Zoo Enclosure Visibility

A newly opened zoo plans to build a lion enclosure in the shape of an orthogonal polygon. An orthogonal polygon is a simple polygon whose every side is parallel to either the x-axis or the y-axis. Exactly one side of the enclosure will be made of glass so that visitors can see inside, and every other side will be made of concrete.

During winter, the lion stays inside the enclosure, so visitors observe it through the glass wall. Given the orthogonal polygon for the enclosure and the side used as the glass wall, find the interior region that is visible from every point on that glass wall. A visitor who moves along the glass wall may see a larger union of regions, but this problem asks only for the region common to all viewing positions. Assume there are no obstacles inside the enclosure.
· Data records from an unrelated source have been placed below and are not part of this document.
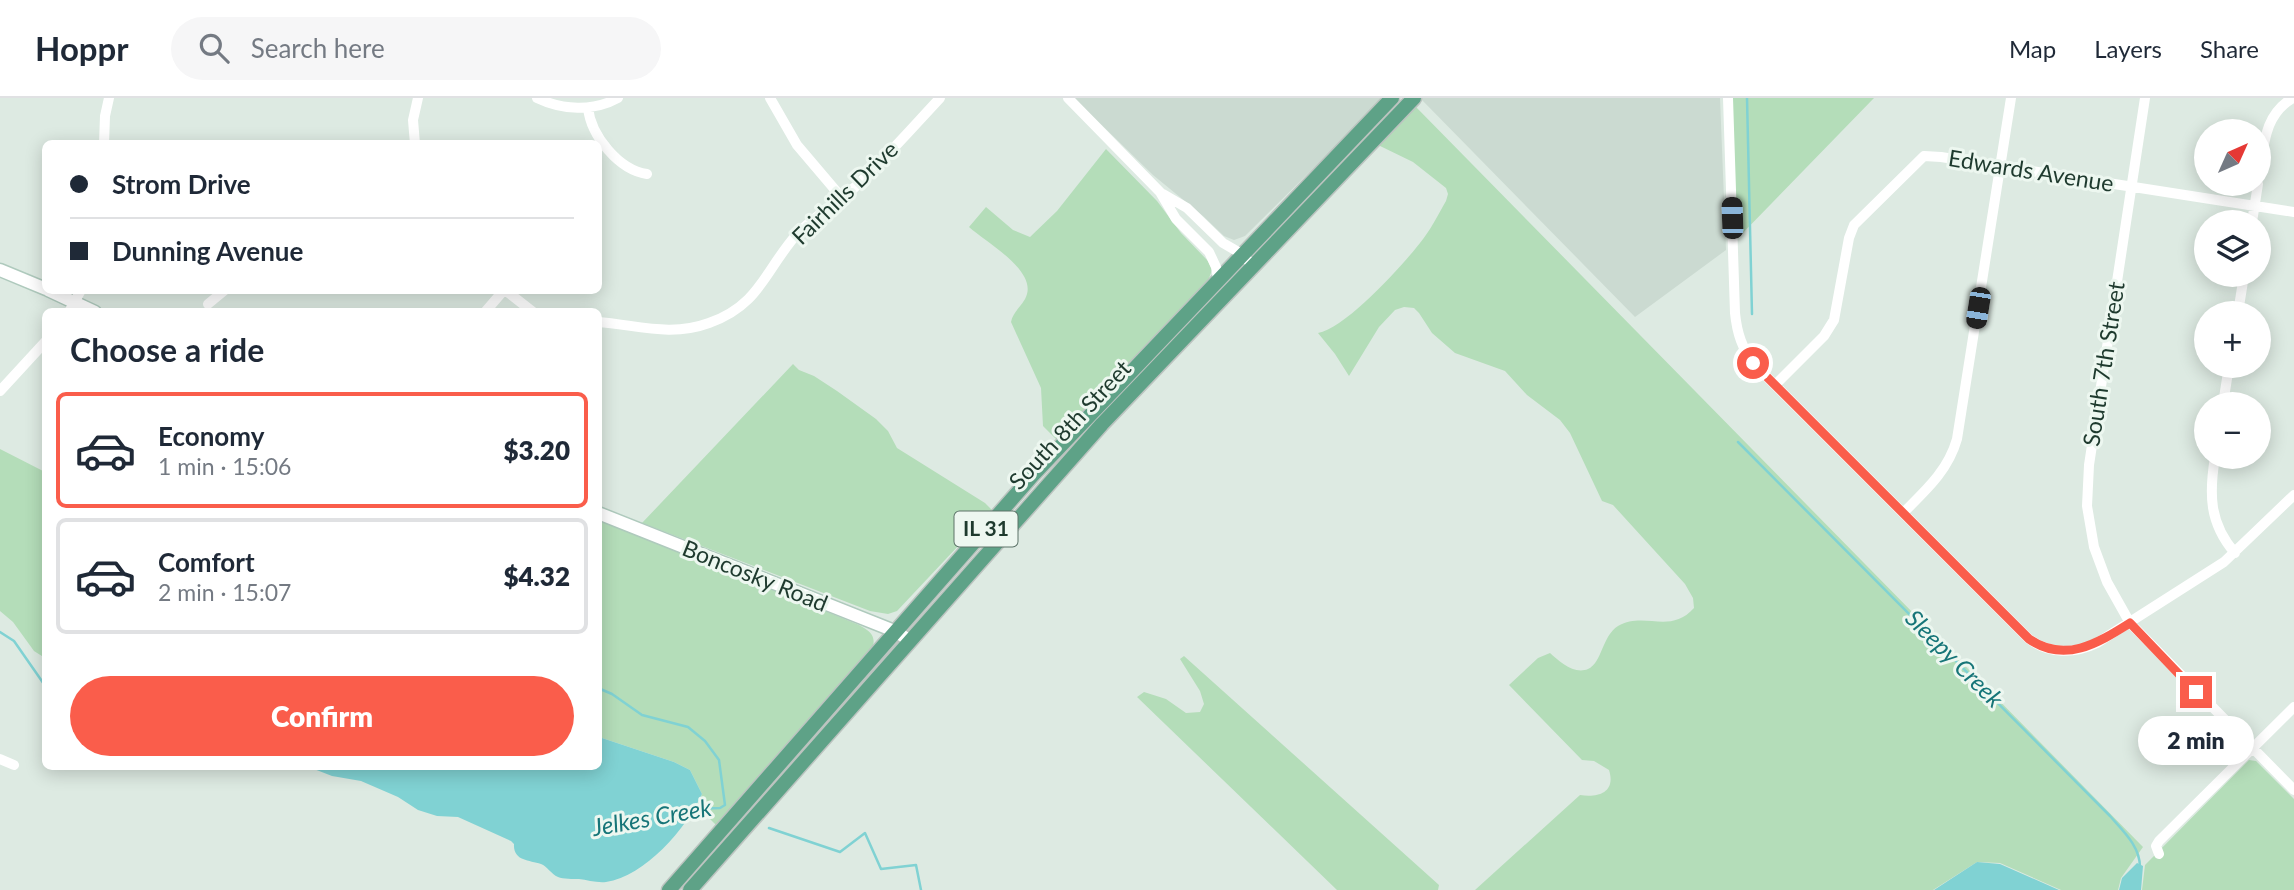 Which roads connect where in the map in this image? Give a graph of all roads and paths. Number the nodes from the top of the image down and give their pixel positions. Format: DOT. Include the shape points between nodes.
graph roads {
  1 [pos="109,98"];
  2 [pos="418,98"];
  3 [pos="537,98"];
  4 [pos="618,98"];
  5 [pos="769,98"];
  6 [pos="940,98"];
  7 [pos="1068,98"];
  8 [pos="1392,98"];
  9 [pos="1414,98"];
  10 [pos="1728,98"];
  11 [pos="2011,98"];
  12 [pos="2146,98"];
  13 [pos="2292,98"];
  14 [pos="588,108"];
  15 [pos="2271,119"];
  16 [pos="104,140"];
  17 [pos="415,140"];
  18 [pos="602,140"];
  19 [pos="602,140"];
  20 [pos="2000,166"];
  21 [pos="647,174"];
  22 [pos="2132,187"];
  23 [pos="1160,192"];
  24 [pos="2256,196"];
  25 [pos="842,198"];
  26 [pos="2255,206"];
  27 [pos="2254,210"];
  28 [pos="2294,212"];
  29 [pos="1242,254"];
  30 [pos="1253,266"];
  31 [pos="0,270"];
  32 [pos="1218,279"];
  33 [pos="42,288"];
  34 [pos="57,294"];
  35 [pos="220,294"];
  36 [pos="501,294"];
  37 [pos="510,294"];
  38 [pos="76,302"];
  39 [pos="208,304"];
  40 [pos="489,308"];
  41 [pos="528,308"];
  42 [pos="602,323"];
  43 [pos="42,345"];
  44 [pos="1775,385"];
  45 [pos="0,390"];
  46 [pos="2213,469"];
  47 [pos="2294,495"];
  48 [pos="1903,513"];
  49 [pos="602,515"];
  50 [pos="2235,553"];
  51 [pos="2130,623"];
  52 [pos="897,632"];
  53 [pos="910,641"];
  54 [pos="2294,706"];
  55 [pos="2252,748"];
  56 [pos="0,759"];
  57 [pos="14,765"];
  58 [pos="2294,790"];
  59 [pos="2159,854"];
  60 [pos="668,890"];
  61 [pos="690,890"];
  1 -- 16 [label="street"];
  2 -- 17 [label="street"];
  3 -- 14 [label="street" via="554,105"];
  4 -- 14 [label="street"];
  5 -- 25 [label="street" via="797,145"];
  6 -- 25 [label="street, Fairhills Drive"];
  7 -- 23 [label="street"];
  8 -- 29 [label="main road, South 8th Street / IL 31"];
  9 -- 30 [label="main road, South 8th Street"];
  10 -- 44 [label="street" via="1737,329 1748,357"];
  11 -- 20 [label="street"];
  12 -- 22 [label="street, South 7th Street"];
  13 -- 15 [label="street"];
  14 -- 18 [label="street" via="589,120"];
  19 -- 21 [label="street" via="634,172"];
  20 -- 22 [label="street, Edwards Avenue"];
  20 -- 44 [label="street, Edwards Avenue" via="1928,155 1913,166 1853,228 1834,320"];
  20 -- 48 [label="street" via="1956,444 1937,478"];
  22 -- 26 [label="street, Edwards Avenue"];
  22 -- 51 [label="street, South 7th Street" via="2087,493 2099,563"];
  23 -- 29 [label="street" via="1187,208 1223,243"];
  23 -- 32 [label="street" via="1176,219 1209,252"];
  24 -- 26 [label="street"];
  25 -- 42 [label="street, Fairhills Drive" via="797,235 749,301 730,314 680,330"];
  26 -- 27 [label="street"];
  26 -- 28 [label="street, Edwards Avenue"];
  29 -- 30 [label="street"];
  29 -- 32 [label="main road, South 8th Street / IL 31"];
  30 -- 53 [label="main road, South 8th Street" via="1102,424"];
  31 -- 33 [label="street"];
  32 -- 52 [label="main road, South 8th Street / IL 31" via="1034,475"];
  34 -- 38 [label="street"];
  35 -- 39 [label="street"];
  36 -- 40 [label="street"];
  37 -- 41 [label="street"];
  43 -- 45 [label="street"];
  44 -- 48 [label="street"];
  46 -- 50 [label="street" via="2212,508"];
  47 -- 50 [label="street"];
  48 -- 51 [label="street" via="2025,637 2042,647 2060,651 2092,645"];
  49 -- 52 [label="street, Boncosky Road"];
  50 -- 51 [label="street"];
  51 -- 55 [label="street, South 7th Street"];
  52 -- 53 [label="street, Boncosky Road"];
  52 -- 60 [label="main road, South 8th Street / IL 31"];
  53 -- 61 [label="main road, South 8th Street"];
  54 -- 55 [label="street"];
  55 -- 58 [label="street, South 7th Street"];
  55 -- 59 [label="street" via="2159,841"];
  56 -- 57 [label="street"];
} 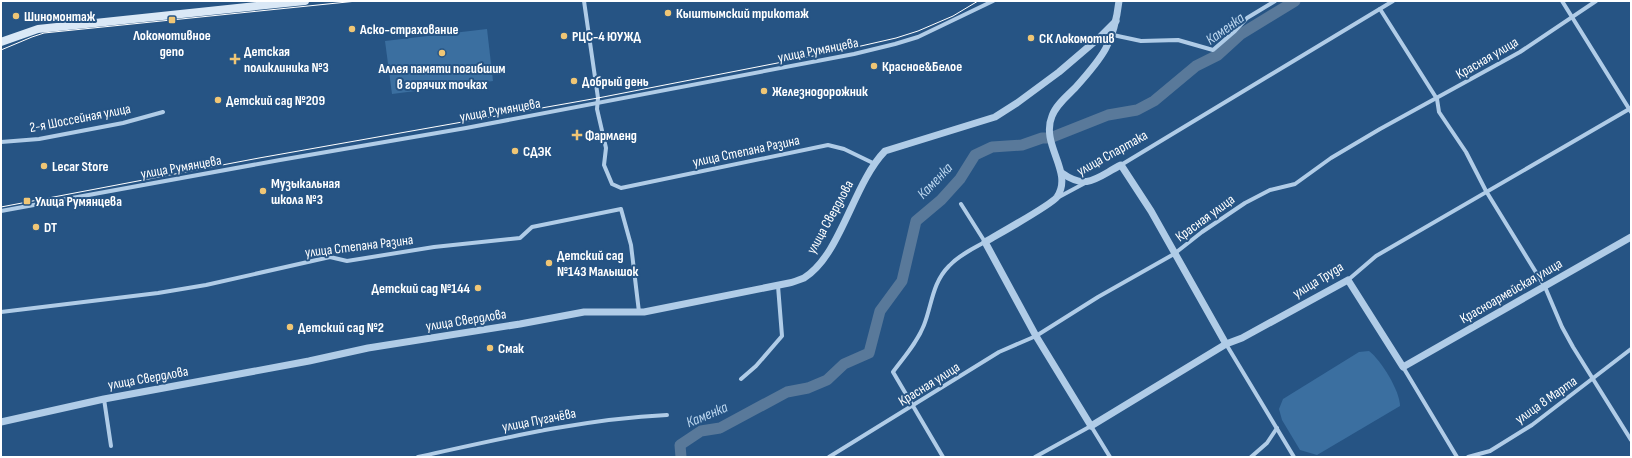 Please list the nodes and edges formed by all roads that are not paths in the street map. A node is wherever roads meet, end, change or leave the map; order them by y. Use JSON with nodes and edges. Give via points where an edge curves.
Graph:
{"nodes":[{"id":1,"x":305,"y":1,"type":"edge"},
{"id":2,"x":584,"y":1,"type":"edge"},
{"id":3,"x":994,"y":1,"type":"edge"},
{"id":4,"x":1119,"y":1,"type":"edge"},
{"id":5,"x":1275,"y":1,"type":"edge"},
{"id":6,"x":1393,"y":1,"type":"edge"},
{"id":7,"x":1562,"y":1,"type":"edge"},
{"id":8,"x":1596,"y":1,"type":"edge"},
{"id":9,"x":1380,"y":9,"type":"junction"},
{"id":10,"x":1571,"y":17,"type":"junction"},
{"id":11,"x":1116,"y":21,"type":"junction"},
{"id":12,"x":1113,"y":35,"type":"junction"},
{"id":13,"x":1,"y":42,"type":"edge"},
{"id":14,"x":1436,"y":98,"type":"junction"},
{"id":15,"x":598,"y":103,"type":"junction"},
{"id":16,"x":1630,"y":109,"type":"edge"},
{"id":17,"x":163,"y":112,"type":"dead end"},
{"id":18,"x":1,"y":142,"type":"edge"},
{"id":19,"x":873,"y":163,"type":"junction"},
{"id":20,"x":1121,"y":165,"type":"junction"},
{"id":21,"x":1062,"y":174,"type":"junction"},
{"id":22,"x":1085,"y":183,"type":"junction"},
{"id":23,"x":1486,"y":191,"type":"junction"},
{"id":24,"x":1056,"y":199,"type":"junction"},
{"id":25,"x":961,"y":204,"type":"dead end"},
{"id":26,"x":1,"y":212,"type":"edge"},
{"id":27,"x":1631,"y":237,"type":"edge"},
{"id":28,"x":985,"y":242,"type":"junction"},
{"id":29,"x":1174,"y":254,"type":"junction"},
{"id":30,"x":1348,"y":280,"type":"junction"},
{"id":31,"x":778,"y":286,"type":"junction"},
{"id":32,"x":1545,"y":287,"type":"junction"},
{"id":33,"x":1,"y":312,"type":"edge"},
{"id":34,"x":639,"y":312,"type":"junction"},
{"id":35,"x":1036,"y":336,"type":"junction"},
{"id":36,"x":1226,"y":344,"type":"junction"},
{"id":37,"x":1631,"y":350,"type":"edge"},
{"id":38,"x":1403,"y":367,"type":"junction"},
{"id":39,"x":741,"y":379,"type":"dead end"},
{"id":40,"x":1594,"y":379,"type":"junction"},
{"id":41,"x":104,"y":399,"type":"junction"},
{"id":42,"x":914,"y":406,"type":"junction"},
{"id":43,"x":667,"y":414,"type":"dead end"},
{"id":44,"x":1,"y":422,"type":"edge"},
{"id":45,"x":1091,"y":426,"type":"junction"},
{"id":46,"x":1277,"y":428,"type":"junction"},
{"id":47,"x":1631,"y":440,"type":"edge"},
{"id":48,"x":112,"y":446,"type":"dead end"},
{"id":49,"x":418,"y":457,"type":"edge"},
{"id":50,"x":830,"y":457,"type":"edge"},
{"id":51,"x":943,"y":457,"type":"edge"},
{"id":52,"x":1035,"y":457,"type":"edge"},
{"id":53,"x":1110,"y":457,"type":"edge"},
{"id":54,"x":1251,"y":457,"type":"edge"},
{"id":55,"x":1294,"y":457,"type":"edge"},
{"id":56,"x":1457,"y":457,"type":"edge"},
{"id":57,"x":1468,"y":457,"type":"edge"}],
"edges":[{"from":1,"to":13,"type":"main road","via":[[38,29]]},
{"from":2,"to":15,"type":"street"},
{"from":3,"to":15,"type":"street","name":"улица Румянцева","via":[[895,44]]},
{"from":4,"to":11,"type":"street"},
{"from":5,"to":12,"type":"street","via":[[1246,18],[1213,50],[1178,40],[1141,41]]},
{"from":6,"to":9,"type":"street","name":"улица Спартака"},
{"from":7,"to":10,"type":"street"},
{"from":8,"to":10,"type":"street","name":"Красная улица"},
{"from":9,"to":14,"type":"street"},
{"from":9,"to":20,"type":"street","name":"улица Спартака"},
{"from":10,"to":14,"type":"street","name":"Красная улица","via":[[1520,52]]},
{"from":10,"to":16,"type":"street"},
{"from":11,"to":12,"type":"street"},
{"from":11,"to":19,"type":"street","via":[[1059,72],[1017,104],[995,117],[899,145],[885,151]]},
{"from":12,"to":21,"type":"street","via":[[1103,55],[1052,116],[1049,126],[1053,149]]},
{"from":14,"to":23,"type":"street","via":[[1439,112],[1466,152]]},
{"from":14,"to":29,"type":"street","name":"Красная улица","via":[[1331,158],[1295,184],[1270,190],[1245,203]]},
{"from":15,"to":19,"type":"street","name":"улица Степана Разина","via":[[597,109],[606,148],[604,165],[612,184],[621,188],[828,145],[844,149]]},
{"from":15,"to":26,"type":"street","name":"улица Румянцева"},
{"from":16,"to":23,"type":"street","name":"улица Труда"},
{"from":17,"to":18,"type":"street","name":"2-я Шоссейная улица","via":[[123,123],[39,139]]},
{"from":19,"to":31,"type":"street","name":"улица Свердлова","via":[[828,251],[817,267],[803,278]]},
{"from":20,"to":22,"type":"street","name":"улица Спартака"},
{"from":20,"to":29,"type":"street","via":[[1151,211]]},
{"from":21,"to":22,"type":"street"},
{"from":21,"to":24,"type":"street","via":[[1060,192]]},
{"from":22,"to":24,"type":"street","name":"улица Спартака"},
{"from":23,"to":30,"type":"street","name":"улица Труда","via":[[1376,256]]},
{"from":23,"to":32,"type":"street"},
{"from":24,"to":28,"type":"street","name":"улица Спартака"},
{"from":25,"to":28,"type":"street"},
{"from":27,"to":32,"type":"street","name":"Красноармейская улица"},
{"from":28,"to":35,"type":"street"},
{"from":28,"to":42,"type":"street","name":"улица Спартака","via":[[960,257],[940,277],[923,327],[915,343],[893,372]]},
{"from":29,"to":35,"type":"street","name":"Красная улица"},
{"from":29,"to":36,"type":"street"},
{"from":30,"to":36,"type":"street","name":"улица Труда","via":[[1242,338]]},
{"from":30,"to":38,"type":"street"},
{"from":31,"to":34,"type":"street","name":"улица Свердлова"},
{"from":31,"to":39,"type":"street","via":[[782,336]]},
{"from":32,"to":38,"type":"street","name":"Красноармейская улица"},
{"from":32,"to":40,"type":"street","via":[[1562,327]]},
{"from":33,"to":34,"type":"street","name":"улица Степана Разина","via":[[158,293],[330,258],[347,261],[520,238],[532,227],[621,209],[631,246]]},
{"from":34,"to":41,"type":"street","name":"улица Свердлова","via":[[584,312],[368,348]]},
{"from":35,"to":42,"type":"street","name":"Красная улица","via":[[999,352]]},
{"from":35,"to":45,"type":"street"},
{"from":36,"to":45,"type":"street","name":"улица Труда"},
{"from":36,"to":46,"type":"street"},
{"from":37,"to":40,"type":"street","name":"улица 8 Марта"},
{"from":38,"to":56,"type":"street"},
{"from":40,"to":47,"type":"street"},
{"from":40,"to":57,"type":"street","name":"улица 8 Марта","via":[[1490,451]]},
{"from":41,"to":44,"type":"street","name":"улица Свердлова"},
{"from":41,"to":48,"type":"street"},
{"from":42,"to":50,"type":"street","name":"Красная улица"},
{"from":42,"to":51,"type":"street"},
{"from":43,"to":49,"type":"street","name":"улица Пугачёва","via":[[580,423]]},
{"from":45,"to":52,"type":"street","name":"улица Труда"},
{"from":45,"to":53,"type":"street"},
{"from":46,"to":54,"type":"street","via":[[1267,443]]},
{"from":46,"to":55,"type":"street"}]} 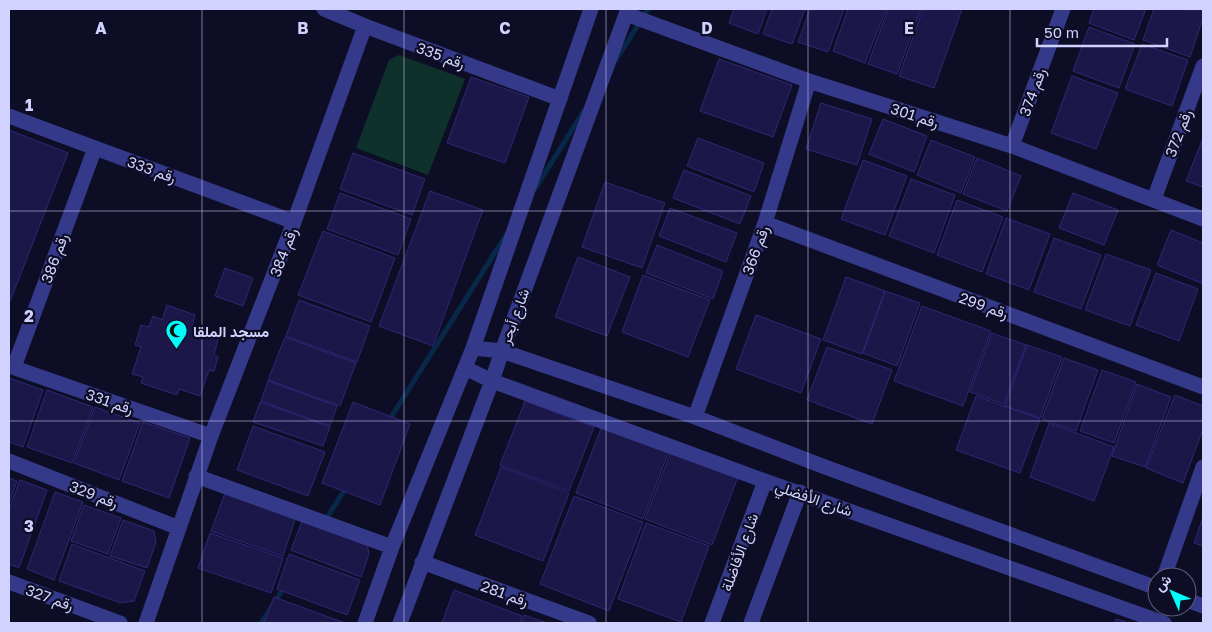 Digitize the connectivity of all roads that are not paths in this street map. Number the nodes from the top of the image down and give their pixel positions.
1 (324, 9) edge
2 (591, 9) edge
3 (1062, 9) edge
4 (627, 11) edge
5 (365, 26) junction
6 (1203, 66) edge
7 (810, 81) junction
8 (560, 99) junction
9 (9, 116) edge
10 (1012, 146) junction
11 (95, 148) junction
12 (1154, 199) junction
13 (1203, 219) edge
14 (294, 222) junction
15 (765, 223) junction
16 (473, 348) junction
17 (502, 351) junction
18 (11, 367) edge
19 (465, 368) junction
20 (492, 381) junction
21 (1203, 387) edge
22 (695, 417) junction
23 (211, 436) junction
24 (9, 461) edge
25 (1203, 467) edge
26 (196, 476) junction
27 (765, 481) junction
28 (800, 492) junction
29 (179, 528) junction
30 (392, 547) junction
31 (422, 562) junction
32 (1168, 567) edge
33 (9, 582) edge
34 (1147, 584) edge
35 (120, 623) edge
36 (146, 623) edge
37 (365, 623) edge
38 (400, 623) edge
39 (589, 623) edge
40 (712, 623) edge
41 (751, 623) edge
42 (1164, 623) edge

1 - 5 street, رقم 335
2 - 8 street, شارع أبحر
3 - 10 street, رقم 374
4 - 7 street, رقم 301
4 - 17 street, شارع أبحر
5 - 8 street, رقم 335
5 - 14 street, رقم 384
6 - 12 street, رقم 372
7 - 10 street, رقم 301
7 - 15 street, رقم 366
8 - 16 street, شارع أبحر
9 - 11 street, رقم 333
10 - 12 street, رقم 301
11 - 14 street, رقم 333
11 - 18 street, رقم 386
12 - 13 street, رقم 301
14 - 23 street, رقم 384
15 - 21 street, رقم 299
15 - 22 street, رقم 366
16 - 17 street
16 - 19 street, شارع أبحر
17 - 20 street, شارع أبحر
17 - 22 street
18 - 23 street, رقم 331
19 - 20 street, شارع الأفضلي
19 - 30 street, شارع أبحر
20 - 27 street, شارع الأفضلي
20 - 31 street, شارع أبحر
22 - 34 street
23 - 26 street, رقم 384
24 - 29 street, رقم 329
25 - 32 street
26 - 29 street, رقم 384
26 - 30 street
27 - 28 street, شارع الأفضلي
27 - 40 street, شارع الأفاضلة
28 - 41 street
28 - 42 street, شارع الأفضلي
29 - 36 street, رقم 384
30 - 37 street, شارع أبحر
31 - 38 street, شارع أبحر
31 - 39 street, رقم 281
33 - 35 street, رقم 327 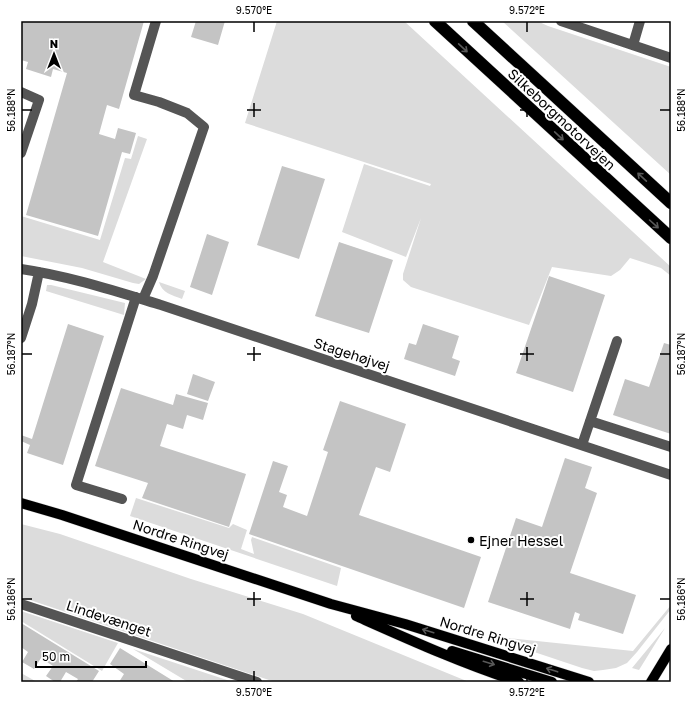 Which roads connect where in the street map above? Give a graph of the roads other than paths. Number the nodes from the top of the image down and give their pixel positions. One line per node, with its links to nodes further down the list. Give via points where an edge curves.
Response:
1 (156, 21): 14 (street, via 134,95 187,113 204,127 153,276)
2 (435, 21): 11 (highway, Silkeborgmotorvejen, one-way to 11)
3 (473, 21): 10 (highway, Silkeborgmotorvejen, one-way to 3)
4 (561, 21): 6 (street)
5 (640, 21): 6 (street)
6 (633, 45): 7 (street)
7 (671, 58)
8 (21, 92): 9 (street, via 39,100)
9 (21, 153)
10 (671, 203)
11 (671, 238)
12 (21, 269): 13 (street, Stagehøjvej)
13 (39, 272): 14 (street, Stagehøjvej); 15 (street)
14 (140, 298): 18 (street, Stagehøjvej); 21 (street, via 76,485)
15 (21, 338)
16 (617, 342): 17 (street)
17 (590, 421): 18 (street); 19 (street)
18 (582, 445): 20 (street, Stagehøjvej)
19 (671, 447)
20 (671, 475)
21 (122, 499)
22 (21, 503): 24 (main road, Nordre Ringvej)
23 (21, 604): 27 (street, Lindevænget)
24 (331, 604): 25 (main road, Nordre Ringvej); 30 (main road, Nordre Ringvej, one-way to 24, via 405,624)
25 (398, 635): 28 (main road, Nordre Ringvej, via 481,670); 29 (main road, one-way to 29)
26 (671, 649): 31 (main road)
27 (257, 682)
28 (519, 682)
29 (552, 682)
30 (590, 682)
31 (651, 682)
The first line contains the number of vertices n of the orthogonal polygon. (4 <= n <= 10,000)

Each of the next n lines contains the x-coordinate and y-coordinate of one vertex, listed in counterclockwise order. The glass wall is the side connecting the first and second input points.

All coordinates are integers, and the absolute value of each coordinate is at most 10,000. There is at least one space between adjacent integers.

Print the perimeter of the polygon that represents the interior region visible from every point on the glass wall. Round the answer to two digits after the decimal point, and always print trailing zeros. Values such as 25.00 and 8.70 must be printed in that form.